- _RECORDS TO PROCESS_:
= Beginning of Section =

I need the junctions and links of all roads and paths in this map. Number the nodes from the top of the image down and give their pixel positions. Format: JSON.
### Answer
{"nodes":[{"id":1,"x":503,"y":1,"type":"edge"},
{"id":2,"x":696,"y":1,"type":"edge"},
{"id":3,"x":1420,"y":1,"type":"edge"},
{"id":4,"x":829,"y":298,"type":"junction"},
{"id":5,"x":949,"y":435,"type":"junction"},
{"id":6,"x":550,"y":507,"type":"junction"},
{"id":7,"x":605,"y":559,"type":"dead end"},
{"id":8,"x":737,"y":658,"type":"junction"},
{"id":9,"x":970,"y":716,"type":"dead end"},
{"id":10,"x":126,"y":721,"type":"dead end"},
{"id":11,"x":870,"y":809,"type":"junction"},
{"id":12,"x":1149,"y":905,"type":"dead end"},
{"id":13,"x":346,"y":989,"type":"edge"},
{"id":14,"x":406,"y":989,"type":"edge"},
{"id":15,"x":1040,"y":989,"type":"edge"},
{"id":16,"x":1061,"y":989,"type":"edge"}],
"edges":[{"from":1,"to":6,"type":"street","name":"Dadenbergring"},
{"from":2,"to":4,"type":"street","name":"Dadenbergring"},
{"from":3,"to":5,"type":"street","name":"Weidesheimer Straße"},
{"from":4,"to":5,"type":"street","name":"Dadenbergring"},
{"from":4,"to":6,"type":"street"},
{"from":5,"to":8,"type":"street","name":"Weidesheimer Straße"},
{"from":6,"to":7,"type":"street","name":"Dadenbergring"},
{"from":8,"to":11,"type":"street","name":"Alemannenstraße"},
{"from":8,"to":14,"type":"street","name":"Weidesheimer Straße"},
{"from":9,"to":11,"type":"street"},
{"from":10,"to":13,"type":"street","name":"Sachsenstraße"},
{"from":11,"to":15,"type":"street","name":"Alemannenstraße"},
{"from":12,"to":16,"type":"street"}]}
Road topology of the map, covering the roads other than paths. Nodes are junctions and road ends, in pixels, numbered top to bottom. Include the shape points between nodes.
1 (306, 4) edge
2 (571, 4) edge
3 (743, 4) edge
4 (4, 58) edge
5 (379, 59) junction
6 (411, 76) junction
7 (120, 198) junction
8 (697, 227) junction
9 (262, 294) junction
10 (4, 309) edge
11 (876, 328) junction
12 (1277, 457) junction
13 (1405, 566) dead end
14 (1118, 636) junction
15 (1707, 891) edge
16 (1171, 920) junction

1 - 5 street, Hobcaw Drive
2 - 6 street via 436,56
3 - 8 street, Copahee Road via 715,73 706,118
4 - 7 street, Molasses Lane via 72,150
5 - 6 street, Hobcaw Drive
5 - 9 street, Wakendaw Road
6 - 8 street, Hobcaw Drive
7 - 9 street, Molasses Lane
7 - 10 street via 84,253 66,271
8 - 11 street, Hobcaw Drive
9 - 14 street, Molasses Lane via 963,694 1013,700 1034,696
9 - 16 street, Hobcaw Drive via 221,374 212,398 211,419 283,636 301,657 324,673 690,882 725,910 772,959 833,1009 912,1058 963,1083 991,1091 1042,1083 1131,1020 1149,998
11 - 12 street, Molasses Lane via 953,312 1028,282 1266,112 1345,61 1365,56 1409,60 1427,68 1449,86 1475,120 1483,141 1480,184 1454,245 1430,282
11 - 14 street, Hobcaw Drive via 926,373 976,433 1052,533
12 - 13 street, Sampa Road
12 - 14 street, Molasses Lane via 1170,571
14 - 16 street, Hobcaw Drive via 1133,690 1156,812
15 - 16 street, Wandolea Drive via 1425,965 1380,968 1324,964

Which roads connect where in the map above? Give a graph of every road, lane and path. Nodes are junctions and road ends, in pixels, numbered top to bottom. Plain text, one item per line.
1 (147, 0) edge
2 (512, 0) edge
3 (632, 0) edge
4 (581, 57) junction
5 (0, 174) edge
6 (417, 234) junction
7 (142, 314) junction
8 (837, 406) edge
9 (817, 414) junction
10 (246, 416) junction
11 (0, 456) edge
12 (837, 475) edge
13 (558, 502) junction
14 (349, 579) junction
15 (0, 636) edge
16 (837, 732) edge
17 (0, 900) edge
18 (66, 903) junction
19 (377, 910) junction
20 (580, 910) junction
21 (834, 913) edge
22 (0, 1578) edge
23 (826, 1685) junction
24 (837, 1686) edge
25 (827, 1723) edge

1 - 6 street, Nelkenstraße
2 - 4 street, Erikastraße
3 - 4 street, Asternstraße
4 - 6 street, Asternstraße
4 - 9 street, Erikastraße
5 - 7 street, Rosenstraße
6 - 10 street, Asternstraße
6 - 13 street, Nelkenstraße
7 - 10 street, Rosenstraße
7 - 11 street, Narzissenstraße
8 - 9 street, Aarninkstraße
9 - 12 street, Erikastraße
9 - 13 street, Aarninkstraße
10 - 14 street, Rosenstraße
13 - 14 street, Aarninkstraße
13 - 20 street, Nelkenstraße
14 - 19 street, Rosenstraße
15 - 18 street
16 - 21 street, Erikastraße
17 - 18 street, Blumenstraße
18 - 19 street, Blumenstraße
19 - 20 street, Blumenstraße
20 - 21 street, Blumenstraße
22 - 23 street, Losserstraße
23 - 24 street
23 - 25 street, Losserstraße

= End of Section =

- _PROBLEM TO WORK ON_:
Out of the records above, pull each line containing the word "Aarninkstraße".

- _TASK ANSWER_:
8 - 9 street, Aarninkstraße
9 - 13 street, Aarninkstraße
13 - 14 street, Aarninkstraße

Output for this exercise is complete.